Has starred in films with two of his former brother-in-laws: Larry J. Franco in John Carpenter's The Thing (1982), and Whip Hubley in Executive Decision (1996).
A member of the conservative Wednesday Morning Club in Hollywood, Russell introduced guest speaker Newt Gingrich (1999).
Received The Disney Legends Award 1998 for living up to the Disney principals of: The Disney Legends award has three distinct elements that characterize the contributions made by each talented recipient. The Spiral ... stands for imagination, the power of an idea. The Hand ... holds the gifts of skill, discipline and craftsmanship. The Wand and the Star ... represent magic: the spark that is ignited when imagination and skill combine to create a new dream.
For his role on Tombstone (1993), he was trained by renowned Hollywood Gun Coach Thell Reed, who has also trained such actors as: Val Kilmer, Bill Paxton, Sam Elliott, Leonardo DiCaprio, Ben Foster and Girard Swan.

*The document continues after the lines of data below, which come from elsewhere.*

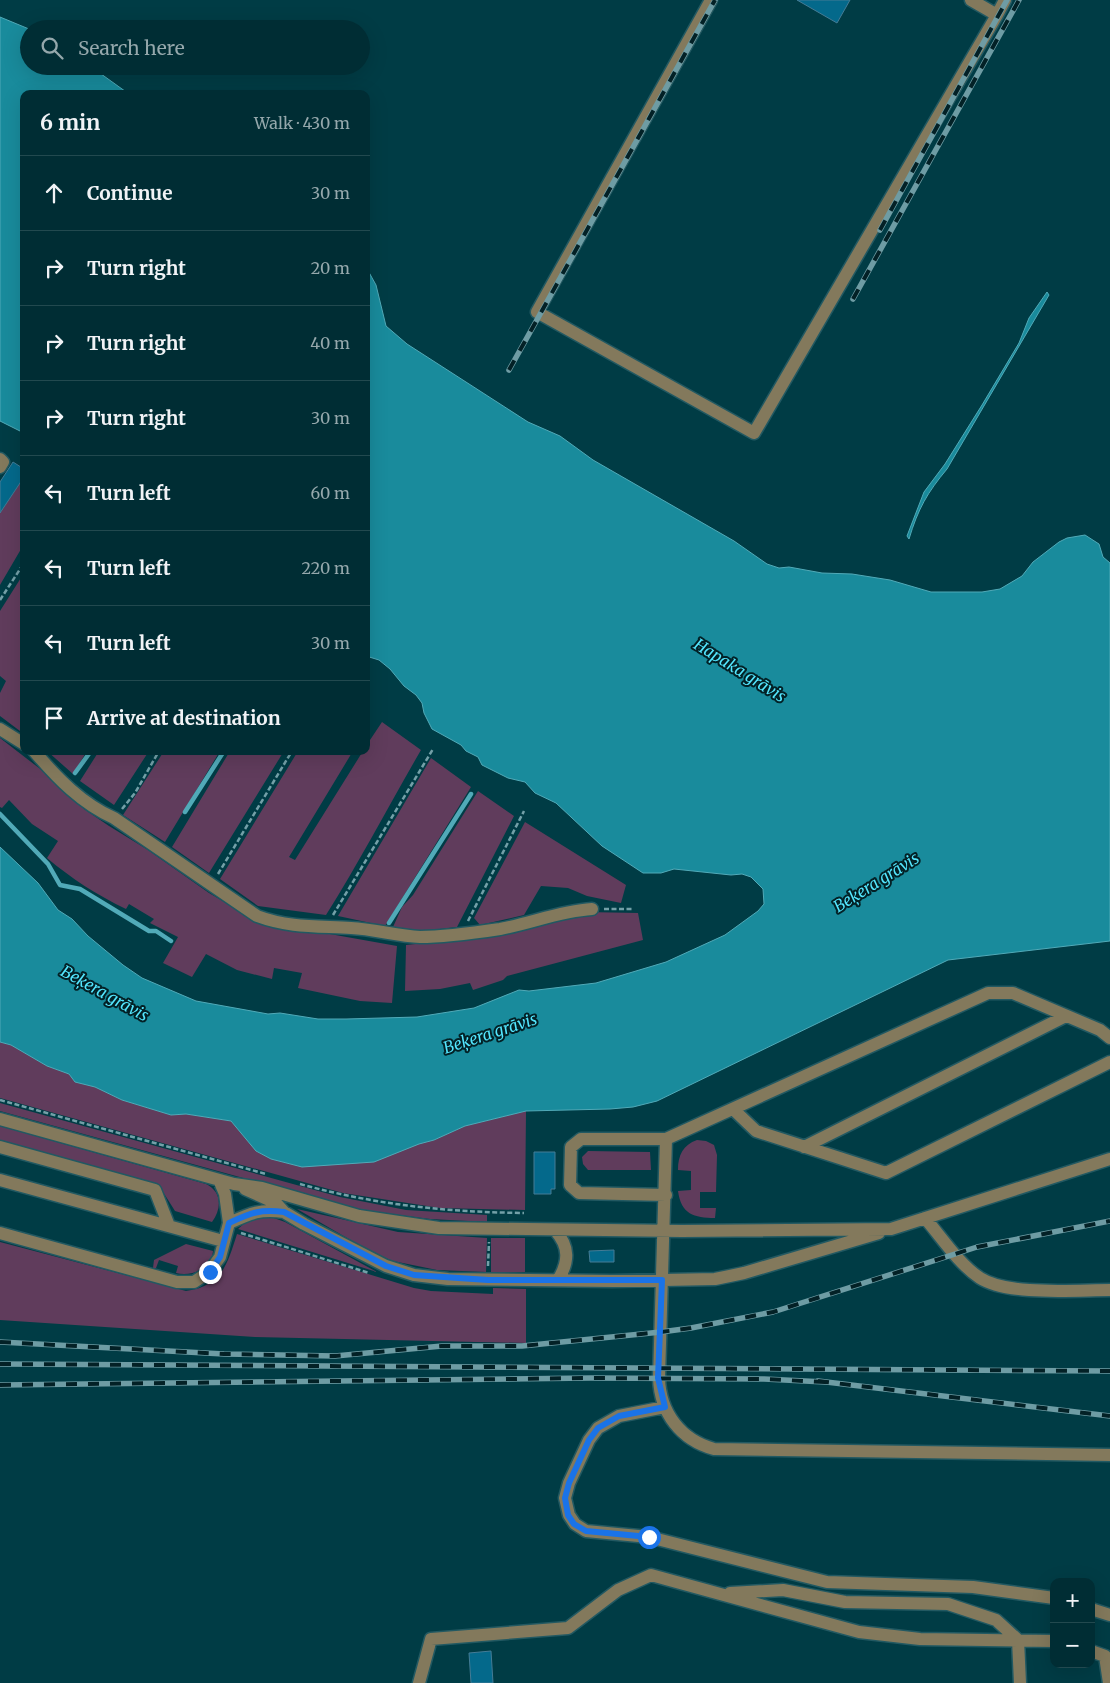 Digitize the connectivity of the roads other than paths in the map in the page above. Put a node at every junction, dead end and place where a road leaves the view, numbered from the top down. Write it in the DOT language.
graph roads {
  1 [pos="711,0"];
  2 [pos="971,0"];
  3 [pos="1005,0"];
  4 [pos="997,15"];
  5 [pos="0,460"];
  6 [pos="0,467"];
  7 [pos="0,729"];
  8 [pos="20,742"];
  9 [pos="37,755"];
  10 [pos="592,909"];
  11 [pos="1066,1016"];
  12 [pos="1110,1038"];
  13 [pos="1110,1062"];
  14 [pos="733,1109"];
  15 [pos="0,1119"];
  16 [pos="666,1139"];
  17 [pos="0,1146"];
  18 [pos="804,1147"];
  19 [pos="1110,1159"];
  20 [pos="0,1180"];
  21 [pos="219,1180"];
  22 [pos="234,1184"];
  23 [pos="666,1195"];
  24 [pos="284,1212"];
  25 [pos="925,1218"];
  26 [pos="229,1223"];
  27 [pos="169,1226"];
  28 [pos="891,1229"];
  29 [pos="555,1230"];
  30 [pos="664,1231"];
  31 [pos="0,1232"];
  32 [pos="223,1241"];
  33 [pos="558,1280"];
  34 [pos="662,1280"];
  35 [pos="1110,1290"];
  36 [pos="665,1407"];
  37 [pos="1110,1455"];
  38 [pos="720,1594"];
  39 [pos="1050,1597"];
  40 [pos="1095,1610"];
  41 [pos="1110,1615"];
  42 [pos="1018,1640"];
  43 [pos="1050,1641"];
  44 [pos="1095,1653"];
  45 [pos="1108,1659"];
  46 [pos="419,1683"];
  47 [pos="1020,1683"];
  48 [pos="1109,1683"];
  1 -- 4 [label="street"];
  2 -- 4 [label="street"];
  3 -- 4 [label="street"];
  5 -- 6 [label="street"];
  7 -- 8 [label="street"];
  9 -- 10 [label="street"];
  11 -- 12 [label="street"];
  11 -- 14 [label="street"];
  11 -- 18 [label="street"];
  13 -- 18 [label="street"];
  14 -- 16 [label="street"];
  14 -- 18 [label="street"];
  15 -- 21 [label="street"];
  16 -- 23 [label="street"];
  16 -- 23 [label="street"];
  17 -- 27 [label="street"];
  19 -- 25 [label="street"];
  20 -- 27 [label="street"];
  21 -- 22 [label="street"];
  21 -- 26 [label="street"];
  22 -- 24 [label="street"];
  22 -- 29 [label="street"];
  23 -- 30 [label="street"];
  24 -- 26 [label="street"];
  24 -- 33 [label="street"];
  25 -- 28 [label="street"];
  25 -- 35 [label="street"];
  26 -- 32 [label="street"];
  27 -- 32 [label="street"];
  28 -- 30 [label="street"];
  28 -- 34 [label="street"];
  29 -- 30 [label="street"];
  29 -- 33 [label="street"];
  30 -- 34 [label="street"];
  31 -- 32 [label="street"];
  33 -- 34 [label="street"];
  34 -- 36 [label="street"];
  36 -- 37 [label="street"];
  36 -- 39 [label="street"];
  38 -- 42 [label="street"];
  38 -- 42 [label="street"];
  38 -- 46 [label="street"];
  40 -- 41 [label="street"];
  42 -- 43 [label="street"];
  42 -- 47 [label="street"];
  44 -- 45 [label="street"];
  45 -- 48 [label="street"];
}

He acted as father to Kate Hudson by walking her down the aisle and giving her away at her wedding to rock star Chris Robinson.
He was considered for Chris Cooper's role in Jarhead (2005).
Was originally cast to play the cursed heroic knight Navarre in Ladyhawke (1985), while Rutger Hauer, who played the role of Navarre in the film, was the original choice to play the evil captain, even though Hauer had no interest in the role and was actually more interested in the role of the hero Navarre. When Russell dropped out of the project, Hauer took the role.
Snake Plissken, the anti-hero of Escape from New York (1981) and Escape from L.A. (1996) is his favorite character of all he has played.
Quit smoking cigars in 2006.
He and Goldie Hawn own a vacation home on Muskoka Lake, Ontario.
Was born three days after his ex-wife, Season Hubley.
Was Sylvester Stallone's original choice for Church in The Expendables (2010), which he turned down. The role went to Bruce Willis.
One of his heroes since boyhood was John Wayne. He was able to use his dead-on John Wayne impression (to twisted effect) in Grindhouse (2007).
Played three years of minor league baseball (1971-73) with a combined batting average of .292, but only hit two home runs during his professional career.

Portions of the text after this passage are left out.